Yes, it's of course not documented that way but IMHo the only reasonable
state.

> Might be worth clarifying that in the comments in gimple.h.
>
> jeff
>


Re: Indicating function exit points in debug data

2019-03-20 Thread Richard Biener
On Tue, Mar 19, 2019 at 9:38 PM Justin Paston-Cooper
 wrote:
>
> Hello,
>
> In my message https://sourceware.org/ml/gdb/2019-03/msg00042.html to
> the gdb mailing list, I asked whether it would be possible to
> implement a command which breaks at all exit points of the current
> stack frame. This would be very useful for evaluating a function's
> final state before it returns its result, independent of where in its
> definition it returns from.
>
> Tom Tromey suggested in that thread that this would be quite easy on
> gdb's side if gcc indicates exit locations in the DWARF data, for

Did he indicate _how_ to represent this in DWARF?  I suppose the breakpoint
should happen before the local frame is teared down.

> instance in the C case, it would indicate the locations of return
> statements. On a related note, he mentions that the "finish" command
> does not work for inlined functions because the compiler does not emit
> the required information.

While "finish" wants a location at the caller side, after the inlined frame is
teared down.  So they are somewhat distinct.

Can you open two enhancement requests in buzilla?

Thanks,
Richard.

> It would be nice if this new break on exit command worked both for
> inlined functions, and also the case of breaking after tail-recursions
> exit. With a single stone, the "finish" bird above is also killed.

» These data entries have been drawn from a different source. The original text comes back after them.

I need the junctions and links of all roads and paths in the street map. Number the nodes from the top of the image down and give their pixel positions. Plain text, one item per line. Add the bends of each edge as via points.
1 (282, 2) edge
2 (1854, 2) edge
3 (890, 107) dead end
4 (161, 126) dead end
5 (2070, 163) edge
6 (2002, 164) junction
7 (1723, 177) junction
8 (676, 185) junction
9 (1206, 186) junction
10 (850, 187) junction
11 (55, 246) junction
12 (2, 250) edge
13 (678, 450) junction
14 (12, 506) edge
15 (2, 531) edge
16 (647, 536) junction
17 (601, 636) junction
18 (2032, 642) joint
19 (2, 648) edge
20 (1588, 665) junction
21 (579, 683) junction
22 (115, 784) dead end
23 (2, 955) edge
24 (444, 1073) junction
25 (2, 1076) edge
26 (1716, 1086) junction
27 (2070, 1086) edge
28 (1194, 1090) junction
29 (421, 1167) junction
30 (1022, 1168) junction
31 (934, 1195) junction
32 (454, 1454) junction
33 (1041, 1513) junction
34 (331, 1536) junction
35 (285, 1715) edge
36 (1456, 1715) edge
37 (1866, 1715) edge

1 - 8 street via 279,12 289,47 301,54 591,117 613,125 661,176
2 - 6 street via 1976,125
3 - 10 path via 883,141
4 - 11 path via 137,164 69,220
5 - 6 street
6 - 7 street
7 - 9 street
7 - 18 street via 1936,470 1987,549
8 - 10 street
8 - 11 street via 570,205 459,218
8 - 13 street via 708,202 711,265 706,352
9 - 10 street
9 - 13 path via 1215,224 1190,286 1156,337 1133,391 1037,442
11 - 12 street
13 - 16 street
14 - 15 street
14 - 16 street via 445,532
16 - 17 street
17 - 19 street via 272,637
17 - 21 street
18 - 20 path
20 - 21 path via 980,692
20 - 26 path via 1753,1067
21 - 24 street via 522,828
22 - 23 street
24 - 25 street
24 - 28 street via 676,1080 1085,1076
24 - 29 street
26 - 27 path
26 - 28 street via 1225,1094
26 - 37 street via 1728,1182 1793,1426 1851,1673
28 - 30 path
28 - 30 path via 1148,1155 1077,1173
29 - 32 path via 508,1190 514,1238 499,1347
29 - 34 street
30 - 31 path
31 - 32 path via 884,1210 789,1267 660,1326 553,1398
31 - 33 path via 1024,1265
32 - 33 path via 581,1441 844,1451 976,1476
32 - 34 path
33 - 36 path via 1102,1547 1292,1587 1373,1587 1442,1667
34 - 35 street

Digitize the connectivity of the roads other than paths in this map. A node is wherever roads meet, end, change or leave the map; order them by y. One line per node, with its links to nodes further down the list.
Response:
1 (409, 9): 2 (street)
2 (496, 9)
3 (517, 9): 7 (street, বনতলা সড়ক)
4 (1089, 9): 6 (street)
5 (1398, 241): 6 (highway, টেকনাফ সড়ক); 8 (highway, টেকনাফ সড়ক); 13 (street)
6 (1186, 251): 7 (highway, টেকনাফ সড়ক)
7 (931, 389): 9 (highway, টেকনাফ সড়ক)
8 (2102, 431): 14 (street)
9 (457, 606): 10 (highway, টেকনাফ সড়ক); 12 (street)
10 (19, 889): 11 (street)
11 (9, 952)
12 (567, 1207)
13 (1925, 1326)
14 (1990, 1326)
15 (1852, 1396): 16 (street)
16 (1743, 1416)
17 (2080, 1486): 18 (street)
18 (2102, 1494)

> Would it be feasible to implement such a feature in gcc? If I'm not
> the first person to ask for this, are there any architectural or
> practical reasons as to why it might not be possible to implement? As
> it stands, I don't have the level of familiarity with gcc to come to
> you with a patch, but with guidance I would certainly be interested in
> working on the C/C++ case if that would be useful.
>
> Thanks,
>
> Justin


Re: Indicating function exit points in debug data

2019-03-20 Thread Justin Paston-Cooper
On Wed, 20 Mar 2019 at 08:31, Richard Biener  wrote:
>
> On Tue, Mar 19, 2019 at 9:38 PM Justin Paston-Cooper
>  wrote:
> >
> > Hello,
> >
> > In my message https://sourceware.org/ml/gdb/2019-03/msg00042.html to
> > the gdb mailing list, I asked whether it would be possible to
> > implement a command which breaks at all exit points of the current
> > stack frame. This would be very useful for evaluating a function's
> > final state before it returns its result, independent of where in its
> > definition it returns from.
> >
> > Tom Tromey suggested in that thread that this would be quite easy on
> > gdb's side if gcc indicates exit locations in the DWARF data, for
>
> Did he indicate _how_ to represent this in DWARF?  I suppose the breakpoint
> should happen before the local frame is teared down.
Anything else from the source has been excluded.